2025710日、EAA本郷オフィスにて第30回藝文学研究会を開催した。過去二回に亘って「情動」概念の理解を深めるため、読書会を行なってきた。今回はそこで得られた知見をもとに、今年度開催する予定の「情動」をテーマに据えたシンポジウムの方向性について検討を行った。

このシンポジウムの目的は、「情動」という概念を軸に据えることによって、異なる分野・領域の研究者の議論を通わせる場を創出することである。シンポジウムの企画者となるEAA本郷のメンバーも、それぞれ全く専門が異なる中(田中氏は朱子学、柳氏は仏教学、崎濱は沖縄学)、そもそも三人の共通地平を築くことが最初の難関である。しかし、今回の研究会を通して、「情動」という概念を手がかりに、存在と存在の間に生じる相互の働きかけとでも言うような動態を、それぞれの見地から探究することができそうだ、という予感を得ることができた。

例えば田中氏は朱子学における「リズム」という主題について論じる可能性を示した。柳氏は、大乗仏教の根幹を成しながら、実は仏教学内部の原理では説明が困難な「利他」の根源的動機というトピックを、「情動」概念を補助線としながら論じることを示唆した。崎濱は、昨今広がりを見せる「ネット右翼」と呼ばれる言説及びその流布という現象を、沖縄という場に即して分析する方向性を考えている。

また、シンポジウムの登壇候補者についても話し合いを進めた。「情動」論は、哲学やメディア研究のみならず、文化人類学においても盛んに論じられているテーマである。
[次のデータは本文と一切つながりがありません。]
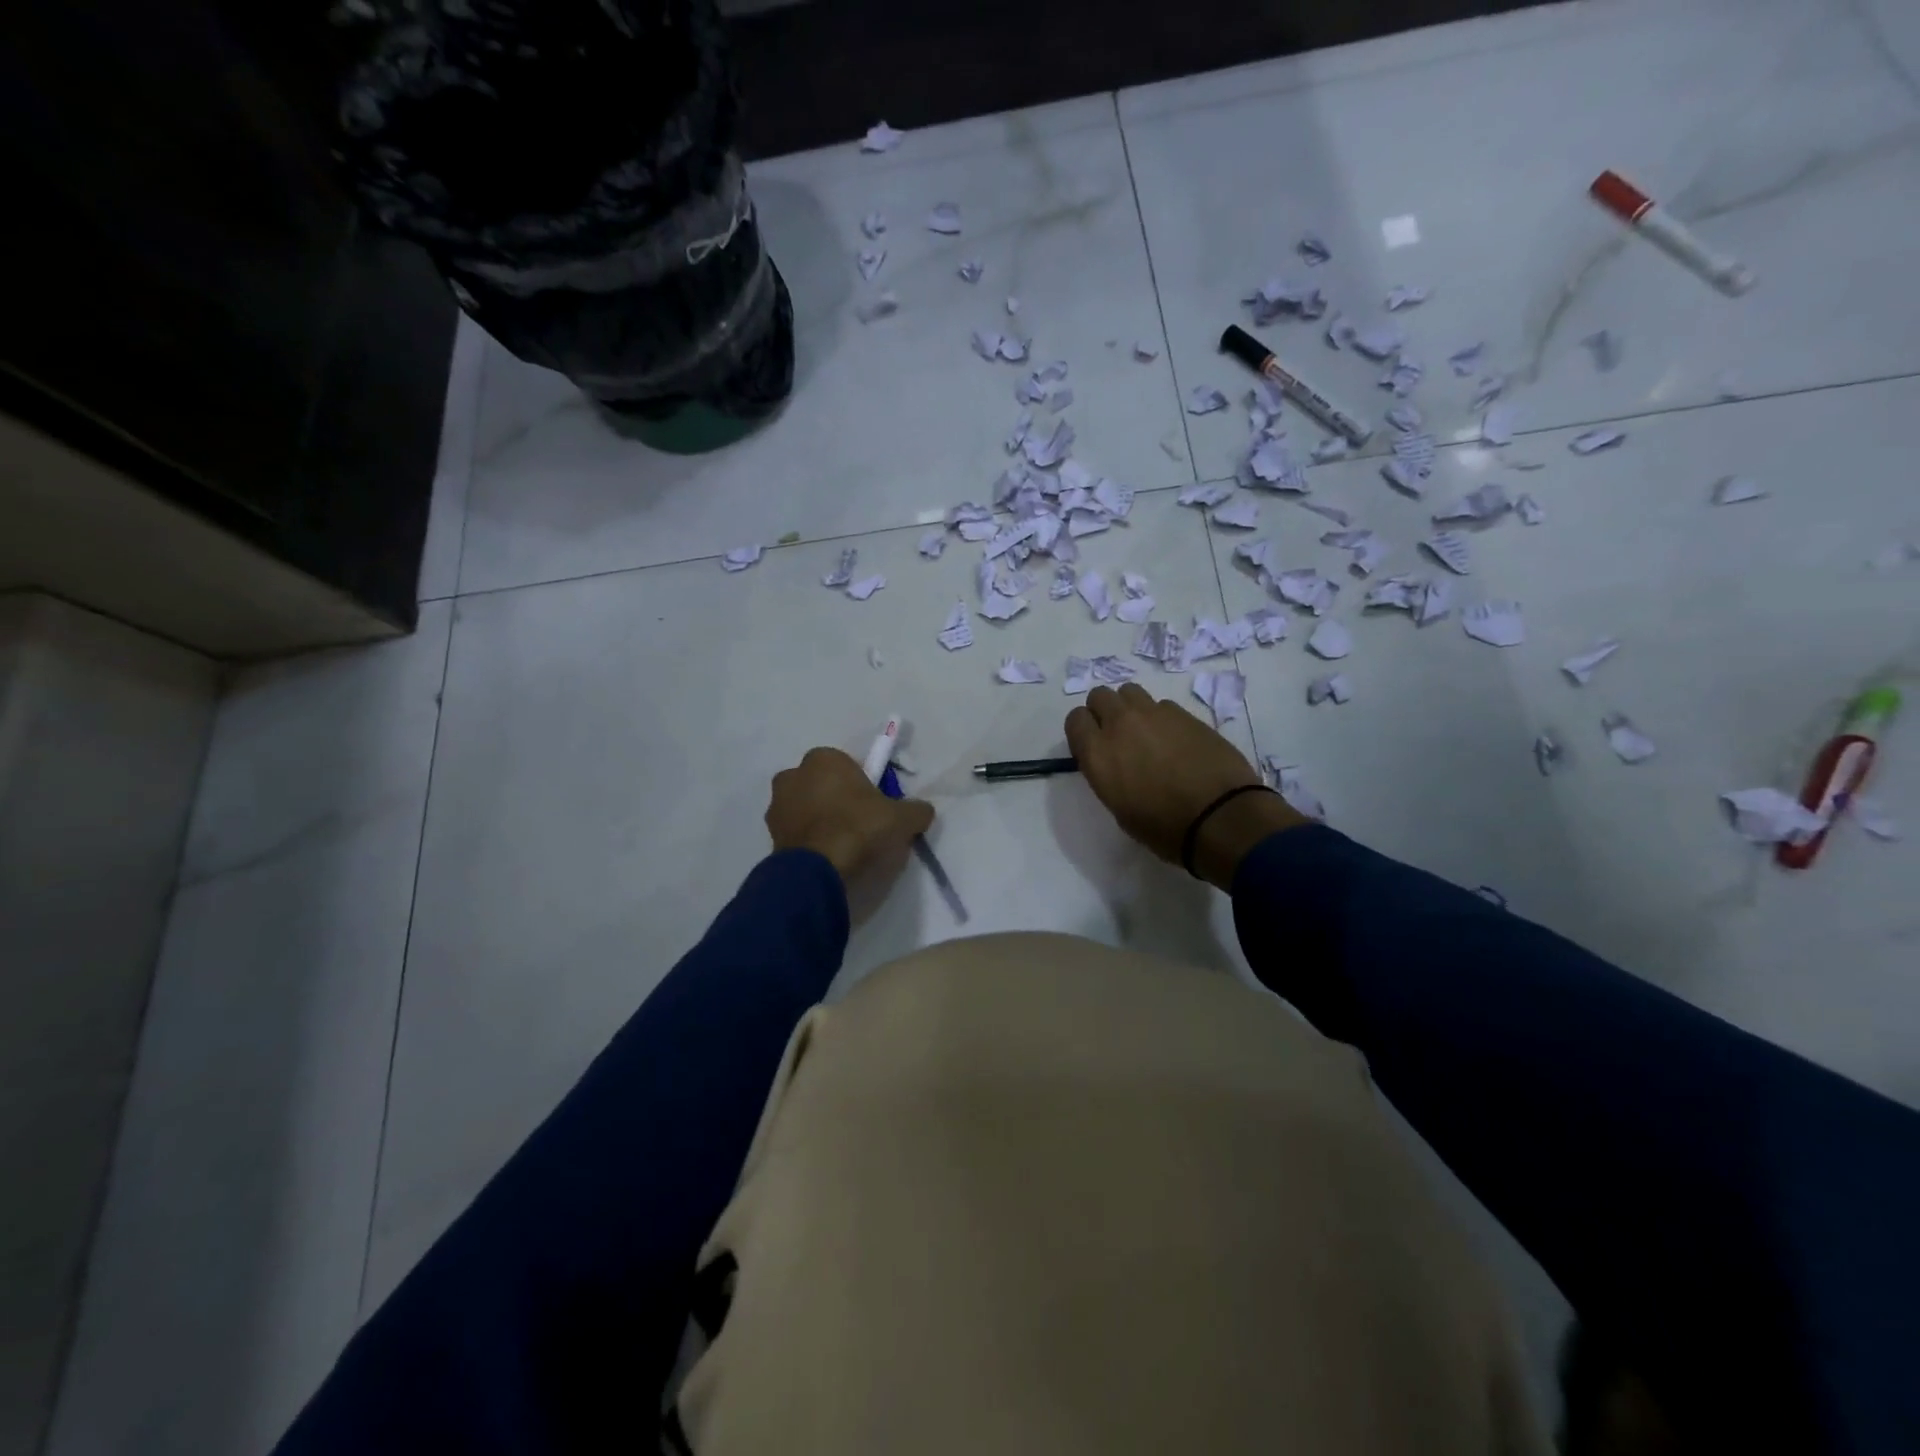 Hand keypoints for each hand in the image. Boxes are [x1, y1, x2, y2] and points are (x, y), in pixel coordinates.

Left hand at [766, 747, 934, 894]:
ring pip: (806, 808)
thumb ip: (916, 810)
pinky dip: (809, 842)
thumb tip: (922, 811)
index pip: (846, 765)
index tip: (875, 807)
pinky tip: (827, 859)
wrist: (818, 872)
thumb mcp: (902, 818)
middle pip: (822, 785)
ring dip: (820, 821)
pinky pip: (796, 833)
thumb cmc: (859, 828)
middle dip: (837, 800)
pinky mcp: (769, 836)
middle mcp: (793, 775)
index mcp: (823, 758)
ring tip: (844, 848)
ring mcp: (777, 806)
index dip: (862, 785)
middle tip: (860, 826)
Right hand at [1065, 683, 1306, 887]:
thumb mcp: (1119, 808)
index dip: (1083, 730)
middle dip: (1104, 711)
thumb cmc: (1163, 827)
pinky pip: (1161, 705)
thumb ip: (1107, 774)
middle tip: (1117, 735)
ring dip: (1130, 707)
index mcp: (1097, 753)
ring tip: (1145, 731)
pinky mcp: (1184, 713)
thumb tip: (1115, 762)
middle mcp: (1120, 724)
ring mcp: (1154, 714)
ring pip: (1129, 692)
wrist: (1219, 817)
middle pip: (1099, 696)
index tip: (1093, 745)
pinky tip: (1175, 739)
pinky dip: (1161, 717)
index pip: (1075, 719) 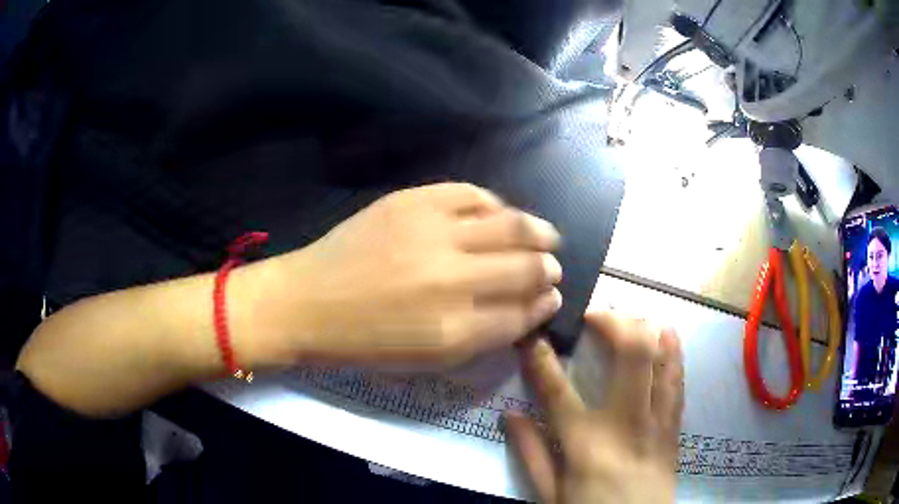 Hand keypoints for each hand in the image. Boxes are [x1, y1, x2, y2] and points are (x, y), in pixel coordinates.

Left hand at [250, 183, 562, 367]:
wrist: (308, 302)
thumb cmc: (365, 342)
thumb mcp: (428, 360)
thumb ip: (482, 337)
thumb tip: (525, 310)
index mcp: (455, 331)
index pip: (522, 314)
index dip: (544, 305)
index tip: (553, 297)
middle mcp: (453, 279)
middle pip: (525, 267)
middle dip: (548, 269)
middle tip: (553, 268)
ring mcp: (433, 232)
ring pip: (510, 225)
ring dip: (537, 232)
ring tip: (545, 236)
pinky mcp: (413, 201)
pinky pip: (472, 194)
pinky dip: (494, 204)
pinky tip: (499, 213)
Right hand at [506, 312, 682, 503]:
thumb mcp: (549, 495)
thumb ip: (530, 454)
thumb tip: (509, 415)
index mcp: (587, 443)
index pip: (558, 390)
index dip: (541, 358)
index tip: (533, 336)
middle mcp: (628, 422)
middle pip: (632, 354)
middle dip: (614, 322)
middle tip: (595, 316)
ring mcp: (658, 421)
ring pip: (663, 359)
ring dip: (650, 329)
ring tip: (633, 315)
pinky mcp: (674, 427)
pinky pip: (678, 380)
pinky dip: (673, 352)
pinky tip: (669, 336) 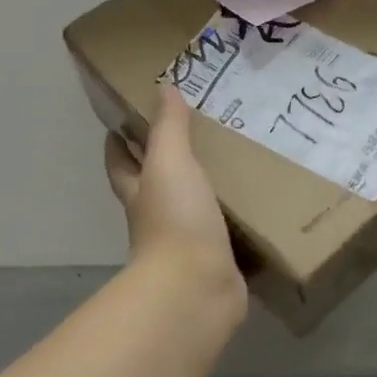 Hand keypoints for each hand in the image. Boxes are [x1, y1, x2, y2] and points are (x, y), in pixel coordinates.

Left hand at [104, 87, 247, 322]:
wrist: (197, 288)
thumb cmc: (176, 220)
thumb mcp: (170, 164)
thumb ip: (169, 128)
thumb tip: (163, 88)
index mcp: (140, 192)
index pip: (120, 162)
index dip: (118, 142)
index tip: (123, 122)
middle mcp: (157, 216)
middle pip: (153, 185)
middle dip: (164, 163)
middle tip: (193, 133)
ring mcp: (186, 241)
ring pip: (192, 207)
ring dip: (205, 190)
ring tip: (234, 162)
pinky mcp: (216, 259)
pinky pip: (225, 232)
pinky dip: (235, 219)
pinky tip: (258, 204) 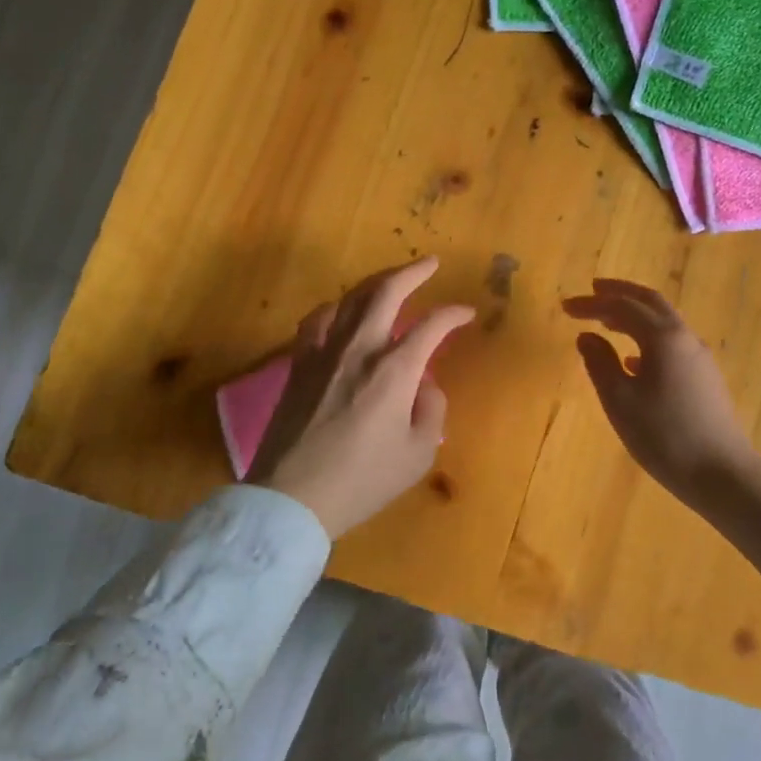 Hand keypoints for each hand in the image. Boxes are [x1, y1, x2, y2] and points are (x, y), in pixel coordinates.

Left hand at [250, 257, 473, 538]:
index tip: (466, 313)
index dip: (453, 315)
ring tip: (390, 282)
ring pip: (349, 300)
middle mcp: (359, 349)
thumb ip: (431, 411)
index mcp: (394, 371)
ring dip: (375, 284)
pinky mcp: (299, 366)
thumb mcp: (417, 455)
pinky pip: (316, 322)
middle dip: (412, 272)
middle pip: (386, 293)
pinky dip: (334, 309)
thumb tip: (424, 385)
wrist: (293, 497)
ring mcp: (324, 353)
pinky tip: (339, 312)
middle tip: (429, 263)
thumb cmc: (363, 480)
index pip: (431, 326)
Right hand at [564, 277, 760, 606]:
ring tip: (607, 321)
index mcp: (663, 337)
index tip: (565, 306)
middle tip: (593, 290)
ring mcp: (699, 358)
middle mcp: (685, 338)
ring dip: (634, 315)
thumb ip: (599, 363)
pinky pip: (672, 344)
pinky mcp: (705, 378)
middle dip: (620, 293)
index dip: (592, 303)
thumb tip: (586, 337)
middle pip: (650, 302)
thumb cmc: (664, 436)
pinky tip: (633, 360)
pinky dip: (647, 338)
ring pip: (664, 322)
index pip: (622, 307)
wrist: (722, 474)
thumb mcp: (620, 401)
日本語文献では、例えば西井凉子・箭内匡編『アフェクトゥス——生の外側に触れる』(京都大学出版会、2020年)がある。哲学、メディア研究、人類学、社会学、朱子学、仏教学と、普段一堂に会することはまずあり得ない分野の研究者が集まって、「情動」という概念を軸に据えて議論した時、どのような化学反応が起こるだろうか。秋〜冬ごろの開催を見据え、シンポジウムの内容を丁寧に練り上げていきたい。